[Source records]

----------

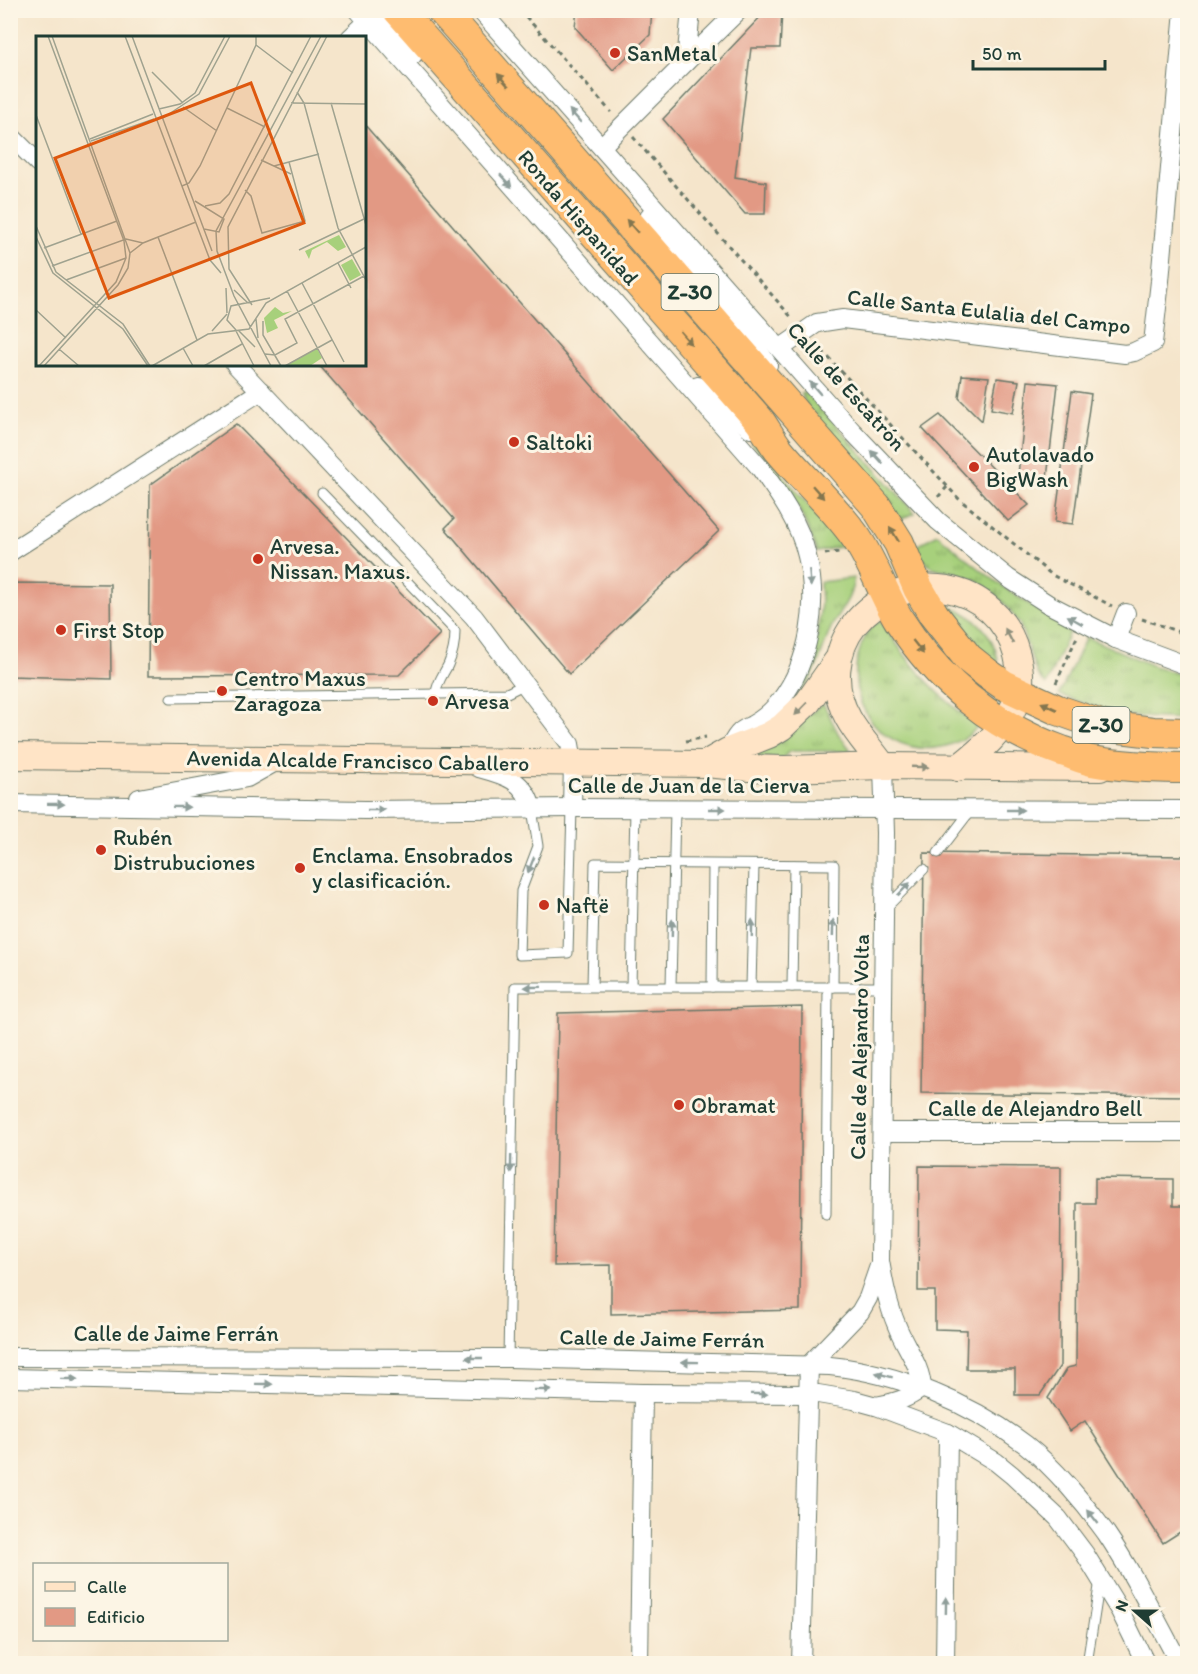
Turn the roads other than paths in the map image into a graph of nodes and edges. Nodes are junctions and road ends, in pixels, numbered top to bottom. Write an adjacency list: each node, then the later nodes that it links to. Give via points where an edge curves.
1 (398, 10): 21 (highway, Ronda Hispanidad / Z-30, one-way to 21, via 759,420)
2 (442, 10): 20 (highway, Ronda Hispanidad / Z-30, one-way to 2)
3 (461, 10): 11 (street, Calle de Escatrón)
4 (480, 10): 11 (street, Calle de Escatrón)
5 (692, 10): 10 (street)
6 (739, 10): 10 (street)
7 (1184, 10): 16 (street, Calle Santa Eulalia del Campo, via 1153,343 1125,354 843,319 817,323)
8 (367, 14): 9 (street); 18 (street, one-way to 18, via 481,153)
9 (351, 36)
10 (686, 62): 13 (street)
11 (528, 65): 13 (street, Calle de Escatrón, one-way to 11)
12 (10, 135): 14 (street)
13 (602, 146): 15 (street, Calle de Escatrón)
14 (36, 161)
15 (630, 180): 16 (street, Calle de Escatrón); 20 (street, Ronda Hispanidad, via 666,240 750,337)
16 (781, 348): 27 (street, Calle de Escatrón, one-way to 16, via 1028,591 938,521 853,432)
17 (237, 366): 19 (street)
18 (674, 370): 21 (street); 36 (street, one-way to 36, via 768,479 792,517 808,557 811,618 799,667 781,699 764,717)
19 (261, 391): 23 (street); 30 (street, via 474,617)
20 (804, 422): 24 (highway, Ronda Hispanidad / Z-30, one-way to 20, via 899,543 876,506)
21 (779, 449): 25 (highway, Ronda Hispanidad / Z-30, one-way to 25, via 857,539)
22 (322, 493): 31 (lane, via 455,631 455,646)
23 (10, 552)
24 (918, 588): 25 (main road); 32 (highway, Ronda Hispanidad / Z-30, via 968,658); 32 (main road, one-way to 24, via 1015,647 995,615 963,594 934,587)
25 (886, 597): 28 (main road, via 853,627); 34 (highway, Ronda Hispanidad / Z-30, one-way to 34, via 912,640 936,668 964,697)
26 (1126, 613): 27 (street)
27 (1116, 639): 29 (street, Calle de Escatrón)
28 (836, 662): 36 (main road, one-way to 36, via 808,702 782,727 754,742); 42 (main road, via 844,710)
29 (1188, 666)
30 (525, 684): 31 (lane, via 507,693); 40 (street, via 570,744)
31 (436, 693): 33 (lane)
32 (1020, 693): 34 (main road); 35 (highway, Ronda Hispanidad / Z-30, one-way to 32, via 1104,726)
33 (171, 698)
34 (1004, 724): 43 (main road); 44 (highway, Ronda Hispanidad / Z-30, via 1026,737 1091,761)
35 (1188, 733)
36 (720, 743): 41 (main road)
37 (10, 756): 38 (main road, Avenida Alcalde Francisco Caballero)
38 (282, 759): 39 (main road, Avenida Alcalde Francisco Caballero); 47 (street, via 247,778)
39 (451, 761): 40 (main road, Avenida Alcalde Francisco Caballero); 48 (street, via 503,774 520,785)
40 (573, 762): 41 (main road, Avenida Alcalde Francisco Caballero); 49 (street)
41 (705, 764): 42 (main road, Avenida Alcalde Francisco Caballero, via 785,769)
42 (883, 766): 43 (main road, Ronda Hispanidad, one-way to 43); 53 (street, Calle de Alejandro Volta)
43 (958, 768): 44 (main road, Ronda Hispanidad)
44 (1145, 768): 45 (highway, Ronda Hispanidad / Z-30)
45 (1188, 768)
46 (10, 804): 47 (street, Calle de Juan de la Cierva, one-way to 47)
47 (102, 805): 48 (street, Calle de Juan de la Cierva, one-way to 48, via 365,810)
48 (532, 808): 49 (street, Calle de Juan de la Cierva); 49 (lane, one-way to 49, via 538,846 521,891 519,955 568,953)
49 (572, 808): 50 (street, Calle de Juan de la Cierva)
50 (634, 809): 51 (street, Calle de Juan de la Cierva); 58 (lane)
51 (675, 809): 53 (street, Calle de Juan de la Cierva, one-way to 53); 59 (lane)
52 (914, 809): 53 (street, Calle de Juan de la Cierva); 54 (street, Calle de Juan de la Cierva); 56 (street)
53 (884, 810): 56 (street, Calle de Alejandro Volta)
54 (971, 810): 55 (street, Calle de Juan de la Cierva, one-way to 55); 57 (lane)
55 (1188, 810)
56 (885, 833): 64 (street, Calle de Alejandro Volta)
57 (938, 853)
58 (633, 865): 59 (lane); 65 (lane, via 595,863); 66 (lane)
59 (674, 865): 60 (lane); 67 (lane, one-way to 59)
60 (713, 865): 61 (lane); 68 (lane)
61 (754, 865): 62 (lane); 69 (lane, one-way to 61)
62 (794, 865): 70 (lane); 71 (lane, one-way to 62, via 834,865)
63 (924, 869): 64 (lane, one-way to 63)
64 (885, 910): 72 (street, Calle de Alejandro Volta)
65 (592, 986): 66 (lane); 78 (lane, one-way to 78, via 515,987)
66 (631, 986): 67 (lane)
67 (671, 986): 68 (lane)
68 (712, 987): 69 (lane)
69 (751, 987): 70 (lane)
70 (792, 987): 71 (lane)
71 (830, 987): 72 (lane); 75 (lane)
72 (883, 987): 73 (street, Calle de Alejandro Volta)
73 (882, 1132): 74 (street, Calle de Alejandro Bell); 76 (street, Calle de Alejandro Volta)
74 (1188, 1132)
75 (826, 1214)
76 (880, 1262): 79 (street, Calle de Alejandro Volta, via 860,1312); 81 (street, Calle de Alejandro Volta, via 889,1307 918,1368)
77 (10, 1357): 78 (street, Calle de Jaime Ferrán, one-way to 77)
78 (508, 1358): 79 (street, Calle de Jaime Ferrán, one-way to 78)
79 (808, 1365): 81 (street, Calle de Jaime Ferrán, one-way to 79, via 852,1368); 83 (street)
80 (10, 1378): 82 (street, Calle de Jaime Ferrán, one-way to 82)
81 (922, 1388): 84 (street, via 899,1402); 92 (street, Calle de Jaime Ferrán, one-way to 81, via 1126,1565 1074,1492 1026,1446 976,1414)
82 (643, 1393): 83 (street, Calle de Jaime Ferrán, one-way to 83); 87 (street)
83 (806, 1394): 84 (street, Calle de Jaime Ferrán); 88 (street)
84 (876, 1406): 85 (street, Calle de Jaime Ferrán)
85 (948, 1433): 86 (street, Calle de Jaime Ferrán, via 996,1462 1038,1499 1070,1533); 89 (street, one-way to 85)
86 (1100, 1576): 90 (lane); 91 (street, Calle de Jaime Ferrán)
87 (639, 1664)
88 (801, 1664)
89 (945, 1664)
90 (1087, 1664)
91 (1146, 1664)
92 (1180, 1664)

----------

▸ **Problem requirements**: Your task is to repeat the records exactly. Images do not belong in the copy.

▸ **Response to the exercise**:
Turn the roads other than paths in the map image into a graph of nodes and edges. Nodes are junctions and road ends, in pixels, numbered top to bottom. Write an adjacency list: each node, then the later nodes that it links to. Give via points where an edge curves.
1 (398, 10): 21 (highway, Ronda Hispanidad / Z-30, one-way to 21, via 759,420)
2 (442, 10): 20 (highway, Ronda Hispanidad / Z-30, one-way to 2)
3 (461, 10): 11 (street, Calle de Escatrón)
4 (480, 10): 11 (street, Calle de Escatrón)
5 (692, 10): 10 (street)
6 (739, 10): 10 (street)
7 (1184, 10): 16 (street, Calle Santa Eulalia del Campo, via 1153,343 1125,354 843,319 817,323)
8 (367, 14): 9 (street); 18 (street, one-way to 18, via 481,153)
9 (351, 36)
10 (686, 62): 13 (street)
11 (528, 65): 13 (street, Calle de Escatrón, one-way to 11)
12 (10, 135): 14 (street)
13 (602, 146): 15 (street, Calle de Escatrón)
14 (36, 161)
15 (630, 180): 16 (street, Calle de Escatrón); 20 (street, Ronda Hispanidad, via 666,240 750,337)
16 (781, 348): 27 (street, Calle de Escatrón, one-way to 16, via 1028,591 938,521 853,432)
17 (237, 366): 19 (street)
18 (674, 370): 21 (street); 36 (street, one-way to 36, via 768,479 792,517 808,557 811,618 799,667 781,699 764,717)
19 (261, 391): 23 (street); 30 (street, via 474,617)
20 (804, 422): 24 (highway, Ronda Hispanidad / Z-30, one-way to 20, via 899,543 876,506)
21 (779, 449): 25 (highway, Ronda Hispanidad / Z-30, one-way to 25, via 857,539)
22 (322, 493): 31 (lane, via 455,631 455,646)
23 (10, 552)
24 (918, 588): 25 (main road); 32 (highway, Ronda Hispanidad / Z-30, via 968,658); 32 (main road, one-way to 24, via 1015,647 995,615 963,594 934,587)
25 (886, 597): 28 (main road, via 853,627); 34 (highway, Ronda Hispanidad / Z-30, one-way to 34, via 912,640 936,668 964,697)
26 (1126, 613): 27 (street)
27 (1116, 639): 29 (street, Calle de Escatrón)
28 (836, 662): 36 (main road, one-way to 36, via 808,702 782,727 754,742); 42 (main road, via 844,710)
29 (1188, 666)
30 (525, 684): 31 (lane, via 507,693); 40 (street, via 570,744)
31 (436, 693): 33 (lane)
32 (1020, 693): 34 (main road); 35 (highway, Ronda Hispanidad / Z-30, one-way to 32, via 1104,726)
33 (171, 698)
34 (1004, 724): 43 (main road); 44 (highway, Ronda Hispanidad / Z-30, via 1026,737 1091,761)
35 (1188, 733)
36 (720, 743): 41 (main road)
37 (10, 756): 38 (main road, Avenida Alcalde Francisco Caballero)
38 (282, 759): 39 (main road, Avenida Alcalde Francisco Caballero); 47 (street, via 247,778)
39 (451, 761): 40 (main road, Avenida Alcalde Francisco Caballero); 48 (street, via 503,774 520,785)
40 (573, 762): 41 (main road, Avenida Alcalde Francisco Caballero); 49 (street)
41 (705, 764): 42 (main road, Avenida Alcalde Francisco Caballero, via 785,769)
42 (883, 766): 43 (main road, Ronda Hispanidad, one-way to 43); 53 (street, Calle de Alejandro Volta)
43 (958, 768): 44 (main road, Ronda Hispanidad)
44 (1145, 768): 45 (highway, Ronda Hispanidad / Z-30)
45 (1188, 768)
46 (10, 804): 47 (street, Calle de Juan de la Cierva, one-way to 47)
47 (102, 805): 48 (street, Calle de Juan de la Cierva, one-way to 48, via 365,810)
48 (532, 808): 49 (street, Calle de Juan de la Cierva); 49 (lane, one-way to 49, via 538,846 521,891 519,955 568,953)
49 (572, 808): 50 (street, Calle de Juan de la Cierva)
50 (634, 809): 51 (street, Calle de Juan de la Cierva); 58 (lane)
51 (675, 809): 53 (street, Calle de Juan de la Cierva, one-way to 53); 59 (lane)
52 (914, 809): 53 (street, Calle de Juan de la Cierva); 54 (street, Calle de Juan de la Cierva); 56 (street)
53 (884, 810): 56 (street, Calle de Alejandro Volta)
54 (971, 810): 55 (street, Calle de Juan de la Cierva, one-way to 55); 57 (lane)
55 (1188, 810)
56 (885, 833): 64 (street, Calle de Alejandro Volta)
57 (938, 853)
58 (633, 865): 59 (lane); 65 (lane, via 595,863); 66 (lane)
59 (674, 865): 60 (lane); 67 (lane, one-way to 59)
60 (713, 865): 61 (lane); 68 (lane)
61 (754, 865): 62 (lane); 69 (lane, one-way to 61)
62 (794, 865): 70 (lane); 71 (lane, one-way to 62, via 834,865)
63 (924, 869): 64 (lane, one-way to 63)
64 (885, 910): 72 (street, Calle de Alejandro Volta)
65 (592, 986): 66 (lane); 78 (lane, one-way to 78, via 515,987)
66 (631, 986): 67 (lane)
67 (671, 986): 68 (lane)
68 (712, 987): 69 (lane)
69 (751, 987): 70 (lane)
70 (792, 987): 71 (lane)
71 (830, 987): 72 (lane); 75 (lane)
72 (883, 987): 73 (street, Calle de Alejandro Volta)
73 (882, 1132): 74 (street, Calle de Alejandro Bell); 76 (street, Calle de Alejandro Volta)
74 (1188, 1132)
75 (826, 1214)
76 (880, 1262): 79 (street, Calle de Alejandro Volta, via 860,1312); 81 (street, Calle de Alejandro Volta, via 889,1307 918,1368)
77 (10, 1357): 78 (street, Calle de Jaime Ferrán, one-way to 77)
78 (508, 1358): 79 (street, Calle de Jaime Ferrán, one-way to 78)
79 (808, 1365): 81 (street, Calle de Jaime Ferrán, one-way to 79, via 852,1368); 83 (street)
80 (10, 1378): 82 (street, Calle de Jaime Ferrán, one-way to 82)
81 (922, 1388): 84 (street, via 899,1402); 92 (street, Calle de Jaime Ferrán, one-way to 81, via 1126,1565 1074,1492 1026,1446 976,1414)
82 (643, 1393): 83 (street, Calle de Jaime Ferrán, one-way to 83); 87 (street)
83 (806, 1394): 84 (street, Calle de Jaime Ferrán); 88 (street)
84 (876, 1406): 85 (street, Calle de Jaime Ferrán)
85 (948, 1433): 86 (street, Calle de Jaime Ferrán, via 996,1462 1038,1499 1070,1533); 89 (street, one-way to 85)
86 (1100, 1576): 90 (lane); 91 (street, Calle de Jaime Ferrán)
87 (639, 1664)
88 (801, 1664)
89 (945, 1664)
90 (1087, 1664)
91 (1146, 1664)
92 (1180, 1664)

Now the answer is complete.